I've had 4 girlfriend up to this point. I'm at point that I don't want a serious relationship. It's possible that I could find the right girl tomorrow but I'm more interested in dating right now that a serious boyfriend girlfriend relationship. I don't believe in the one night stand thing because I think it is risky and I like to get to know the person and stay with them for at least a while. Leaving them is to cold blooded for me.
Are there girls that like to be dating in a monogamous relationship that is sexual, but not have it be serious. I don't want to enter a relationship if I don't feel it but at the same time I like to have a companion. I think most girls would go for this that aren't in a serious relationship as opposed to one night stand/booty call?
posted by mrfawcet to Human Relations (17 answers total) 1 user marked this as a favorite
 
There is no one thing that "most girls" would go for, except for having someone ask each one what she INDIVIDUALLY prefers.

But that being said, yes, there are probably people who also would want what you're looking for. And the only way to find out whether the girl you're checking out is one of them is to start a conversation about it ("so, here's what I want out of this. how about you?")
posted by EmpressCallipygos at 7:20 PM on September 27, 2012


I think this is called friends with benefits. Some people go for it; others, not so much.
posted by shoesietart at 7:20 PM on September 27, 2012


In my experience, yes - although I tend to date very unique women, so consider this just one data point.
posted by wolfdreams01 at 7:21 PM on September 27, 2012


i recently started dating someone and this is basically our relationship. we discussed what we were looking for from the get go. neither of us are interested in a serious relationship at the moment, neither of us are dating anyone else or sleeping with anyone else. we text a few times a week (sometimes having a text conversation over a period of several hours throughout the day), go out on dates, make out, have sex. sometimes we just meet up for a quickie if our schedules are really tight and know we won't have time for a real date for a couple of weeks.
posted by violetk at 7:27 PM on September 27, 2012


There are plenty of girls who will have sex in a non-committed relationship. There is a pretty big range of this thing from "lifelong virgin" to "fuck everyone all the time," so yeah, there are girls in the middle who want what you want. Just be clear with what you're looking for when you meet a girl you like.
posted by DoubleLune at 7:29 PM on September 27, 2012


Yes, it's safer, and yes, there are girls out there who actually prefer this kind of relationship. It's not just guys out there looking for seemingly out-of-the-ordinary things.
posted by mochapickle at 7:30 PM on September 27, 2012


are you suggesting that you date a bunch of women but only sleep with one? or are you wanting to only date one woman but not get too serious with her? i think the second will be easier to find than the first. open communication will be the most important part - make sure you both agree about what "serious" means and what monogamous means. be aware that in these situations it's fairly common for at least one person to get their feelings involved (and contrary to stereotypes, it's not always or even mostly the women). maybe have some talks along the way to make sure it's still a good set up for both of you.
posted by nadawi at 7:31 PM on September 27, 2012 [2 favorites]

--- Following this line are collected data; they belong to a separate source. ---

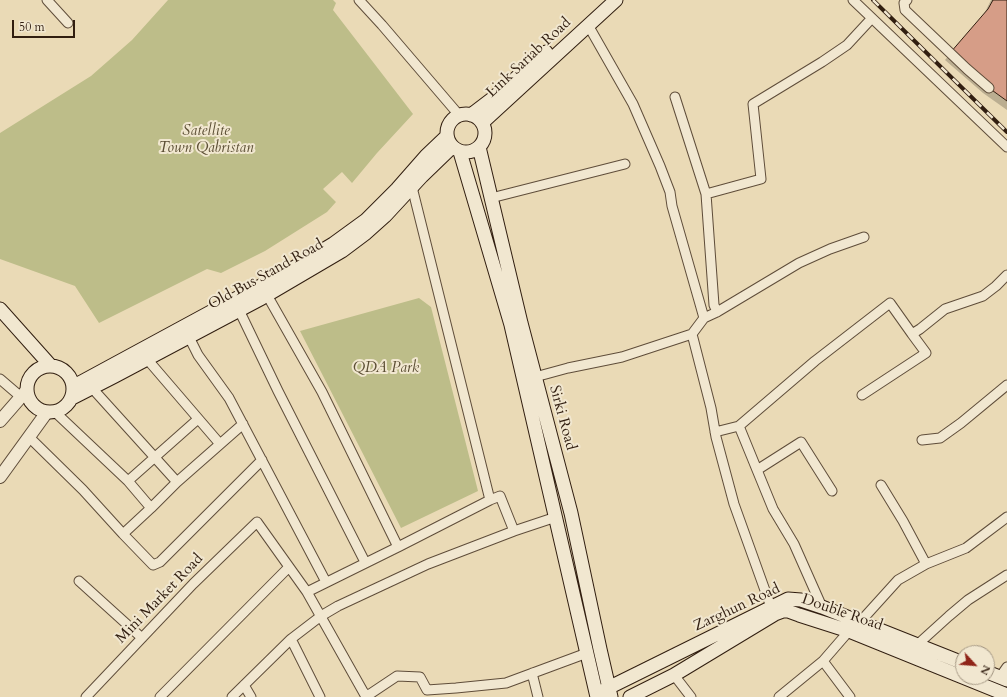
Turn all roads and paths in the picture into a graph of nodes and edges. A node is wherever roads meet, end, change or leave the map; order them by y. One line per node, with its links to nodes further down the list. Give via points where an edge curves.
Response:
1 (47, 0): 8 (street)
2 (359, 0): 12 (street)
3 (606, 0): 12 (main road, Link Sariab Road, via 492,99)
4 (616, 0): 9 (main road, Link Sariab Road)
5 (853, 0): 7 (street)
6 (907, 0): 10 (street, via 904,3 906,10)
7 (872, 18): 15 (street); 19 (street, via 847,45 753,104 761,179)
8 (68, 23)
9 (588, 25): 13 (main road, Link Sariab Road); 27 (street, via 633,104 660,166 670,192)
10 (989, 88)
11 (675, 97): 19 (street)
12 (465, 115): 13 (main road, via 478,118); 14 (main road, via 453,119 447,129)
13 (482, 123): 16 (main road, via 485,136)
14 (453, 145): 16 (main road, via 465,153); 18 (main road, Old Bus Stand Road); 37 (main road, Old Bus Stand Road, via 426,156 366,220 333,244); 59 (main road, Sirki Road, via 511,325)
15 (1007, 146)
16 (479, 147): 20 (main road, Sirki Road)
17 (625, 164): 20 (street)
18 (412, 187): 23 (main road, Old Bus Stand Road, via 366,233 342,251); 57 (street)
19 (706, 194): 26 (street, via 714,305)
20 (491, 198): 33 (main road, Sirki Road)
21 (864, 237): 26 (street, via 799,264)
22 (1007, 275): 29 (street, via 983,296 945,309)
23 (266, 295): 25 (main road, Old Bus Stand Road); 63 (street, via 322,392)
24 (0, 309): 32 (main road)
25 (239, 310): 30 (main road, Old Bus Stand Road); 64 (street)
26 (717, 312): 27 (street)
27 (704, 318): 28 (street)
28 (692, 334): 33 (street, via 622,357); 45 (street)
29 (912, 334): 39 (street, via 926,353); 44 (street, via 890,303 815,361)
30 (188, 337): 31 (main road, Old Bus Stand Road); 43 (street, via 198,356 229,398)
31 (147, 359): 36 (main road, Old Bus Stand Road); 41 (street)
32 (50, 365): 37 (main road, via 57,366 68,374 72,380); 38 (main road, via 36,370)
33 (535, 378): 87 (main road, Sirki Road, via 571,513)
34 (0, 379): 38 (street)
35 (1007, 385): 47 (street, via 940,438)
36 (92, 388): 37 (main road, Old Bus Stand Road); 49 (street)
37 (73, 392): 40 (main road, via 68,405 62,410)
38 (24, 393): 40 (main road, via 39,410); 42 (street)
39 (862, 395)
40 (51, 412): 46 (street); 53 (street)
41 (198, 419): 48 (street); 49 (street)
42 (0, 421)
43 (243, 424): 48 (street); 50 (street)
44 (739, 426): 45 (street); 51 (street)
45 (715, 432): 72 (street, via 734,504)
46 (29, 437): 52 (street); 62 (street)
47 (922, 440)
48 (220, 444): 54 (street)
49 (154, 458): 53 (street); 54 (street)
50 (262, 460): 62 (street, via 160,562 153,565); 69 (street)
51 (757, 470): 56 (street, via 801,442); 71 (street, via 773,509 794,544)
52 (0, 477)
53 (128, 481): 58 (street)
54 (177, 482): 58 (street)
55 (881, 486): 65 (street)
56 (832, 491)
57 (490, 500): 61 (street, via 500,496); 63 (street)
58 (151, 508): 62 (street)
59 (556, 517): 61 (street); 79 (main road, Sirki Road)
60 (1007, 517): 65 (street, via 966,548)
61 (514, 531): 73 (street, via 428,564)
62 (123, 534)
63 (398, 547): 64 (street)
64 (365, 562): 69 (street)
65 (926, 564): 74 (street, via 898,580)
66 (289, 567): 70 (street); 76 (street, Mini Market Road, via 257,522); 93 (street)
67 (1007, 574): 78 (street, via 968,600)
68 (79, 581): 76 (street)
69 (326, 582): 70 (street)
70 (307, 592): 73 (street)
71 (822, 607): 72 (main road, Zarghun Road, via 801,600 788,600); 74 (main road, Zarghun Road)
72 (773, 611): 75 (main road, Double Road, via 788,611); 84 (main road, Double Road); 87 (main road, Zarghun Road)
73 (321, 616): 77 (street); 91 (street)
74 (860, 622): 78 (main road, Zarghun Road)
75 (849, 630): 80 (street); 90 (main road, Double Road)
76 (142, 638): 92 (street, Mini Market Road)
77 (291, 640): 86 (street); 96 (street)
78 (917, 645): 81 (main road, Zarghun Road)
79 (586, 653): 82 (street); 89 (main road, Sirki Road)
80 (823, 660): 100 (street); 101 (street)
81 (955, 660)
82 (532, 673): 88 (street, via 506,683); 97 (street)
83 (995, 673): 85 (main road)
84 (674, 675): 98 (main road, Double Road); 99 (street)
85 (1005, 675)
86 (244, 685): 94 (street); 95 (street)
87 (610, 692): 89 (main road, Zarghun Road)
88 (457, 693): 91 (street, via 427,690 420,676 397,676)
89 (597, 695)
90 (1007, 695)
91 (366, 696)
92 (86, 697)
93 (160, 697)
94 (232, 697)
95 (251, 697)
96 (320, 697)
97 (538, 697)
98 (630, 697)
99 (692, 697)
100 (779, 697)
101 (850, 697)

Yeah, I think plenty of people call the kind of relationship you're talking about "dating." Plenty of people enter into (maybe monogamous) sexual relationships with people without really thinking about it as a potential forever thing- I mean, how can you know for sure from the beginning that something is a serious long term prospect? Those feelings, and that level of certainty, take time to develop. In the meantime, probably lots of people are going to be OK having sex while things evolve (or don't).

On the other hand, "most girls" are going to vary in their expectations. Some women are going to balk at entering something monogamous but not "serious," for a variety of reasons. Maybe they think monogamy = serious, maybe they don't want to be monogamous in a non-serious relationship, maybe they're offended by the idea that you want to have sex and spend time with them but are willing to write them off as a prospect for a long term relationship. Some people will agree to terms upfront and find their feelings, and their comfort with the agreement, change over time (this happened to a friend of mine). The point is, you need to be able to have a conversation about this stuff with the person you're dating. Just because a relationship is "not serious" by definition doesn't mean that the person you're dating doesn't deserve your respect and to know upfront what your deal is.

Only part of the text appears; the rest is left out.